Rinnovo contratto statali: aumento non è svolta, Anief scontento.
Sul tema rinnovo contratto statali, da un lato fanno notizia le dichiarazioni del governo, dall’altro infuria la battaglia da parte dei sindacati. Con Anief in prima linea, a difendere il comparto scuola. Il presidente del giovane sindacato, Marcello Pacifico, non si è mai risparmiato nel criticare il nuovo contratto per il pubblico impiego. Soffermandosi spesso e volentieri su un aumento stipendio giudicato poco dignitoso, certamente un contentino e non una svolta come propagandato dalla rappresentanza governativa. Nel frattempo, un’interessante analisi del Sole24Ore riporta come proprio il mondo scuola abbia sofferto di più per le misure anti-crisi.
Rinnovo contratto statali e scuola: Anief protesta
L’8 novembre sarà il giorno in cui Aran e rappresentanti sindacali si incontreranno per aprire le trattative sul nuovo contratto per il pubblico impiego. Tuttavia, al momento Anief continua la sua protesta contro l’aumento stipendio deciso dal governo, che Pacifico considera un semplice “contentino”. Per il numero 1 del giovane sindacato, infatti, servirebbe un rinnovo del contratto con più risorse. Ovvero, che investa di più per far recuperare al personale scolastico soldi e tempo perso negli ultimi anni a causa del blocco contrattuale.

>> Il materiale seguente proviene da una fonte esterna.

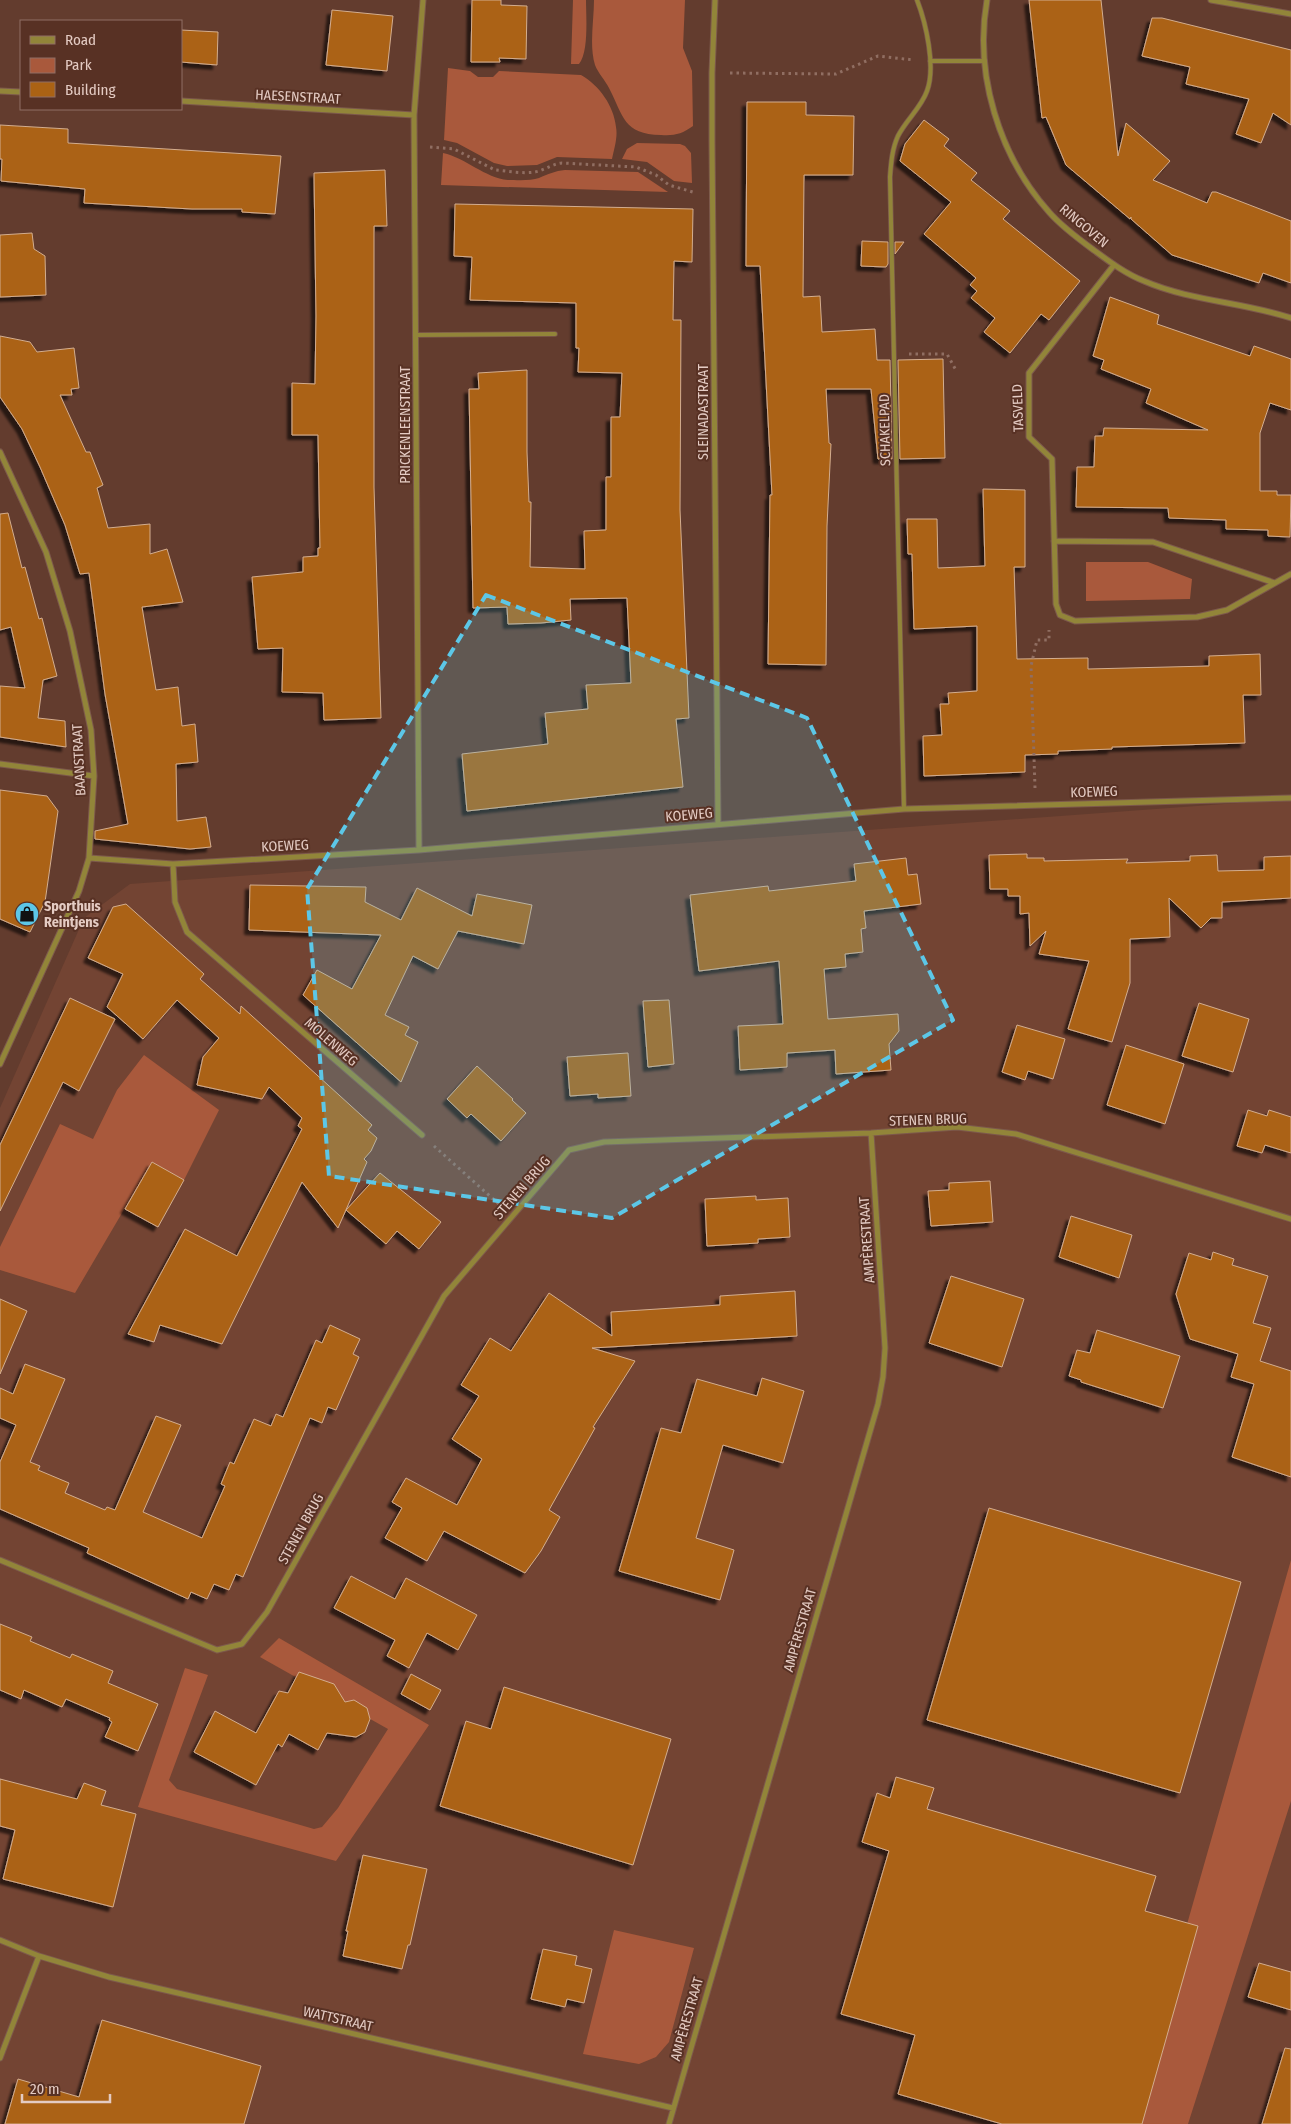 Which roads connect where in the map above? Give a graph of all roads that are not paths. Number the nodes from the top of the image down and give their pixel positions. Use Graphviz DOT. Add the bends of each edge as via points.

Contratto della svolta? No, un “contentino”. Così Pacifico sul rinnovo contratto statali. “Visto che le trattative che si stanno avviando possono contare su risorse a dir poco inadeguate”. Il riferimento è ovviamente all’incontro dell’8 novembre, con l’invito ai sindacati di non sedersi a un tavolo delle trattative già perso in partenza. Anche se l’8 novembre, invero, non si parlerà ancora di scuola. Pacifico snocciola cifre e, dati alla mano, i conti sono chiari. “Nella Legge di Bilancio 2018 i finanziamenti si fermano a 2 miliardi e 850 milioni di euro ai rinnovi, per il triennio 2016-2018. Sono talmente pochi che solo per il settore Scuola sarebbero necessari altri 2,3 miliardi di euro”.
Rinnovo contratto statali: è la scuola ad aver pagato di più
Un’interessante analisi a cura di Gianni Trovati sul Sole24Ore informa come il conto più salato della crisi lo abbia pagato proprio la scuola. “Dal 2010 lo stipendio medio reale nella scuola ha perso il 12,4% del proprio potere d’acquisto. E quello dei tecnici dell’università ha lasciato per strada l’11,8%”. Discorso diverso per le Autorità Indipendenti, dove la busta paga ha registrato una crescita del 7,6%. Incremento simile negli enti pubblici (leggasi Cnel, ma non solo).
Nonostante gli ingenti investimenti sul rinnovo del contratto del pubblico impiego, l’analisi si sofferma su alcuni punti ancora oscuri. “Il rinnovo deve chiudere una sorta di era glaciale, che oltre ai contratti nazionali ha bloccato gli stipendi individuali. E limitato al minimo i rinnovi degli organici”. Un congelamento che ha avuto conseguenze differenti in ogni settore toccato. Ad esempio, “Scuola, Regioni, enti locali, ministeri, sanità ed enti di ricerca hanno pagato alla crisi un prezzo più o meno pesante”. Meglio è andata alle aree più piccole.
Ma il conto più caro è stato pagato dalla scuola, che peraltro è “il settore di gran lunga più numeroso all’interno della pubblica amministrazione”. Un tema bollente di stretta attualità è il pesante incremento salariale ai dirigenti scolastici, con aumenti fino a 400 euro netti entro il 2020. Alla luce di queste cifre, è naturale che gli insegnanti storcano un po’ il naso. La stessa associazione Professione Insegnante si è soffermata recentemente sulle “briciole” lasciate ai docenti, a fronte del maxi-aumento riservato ai presidi.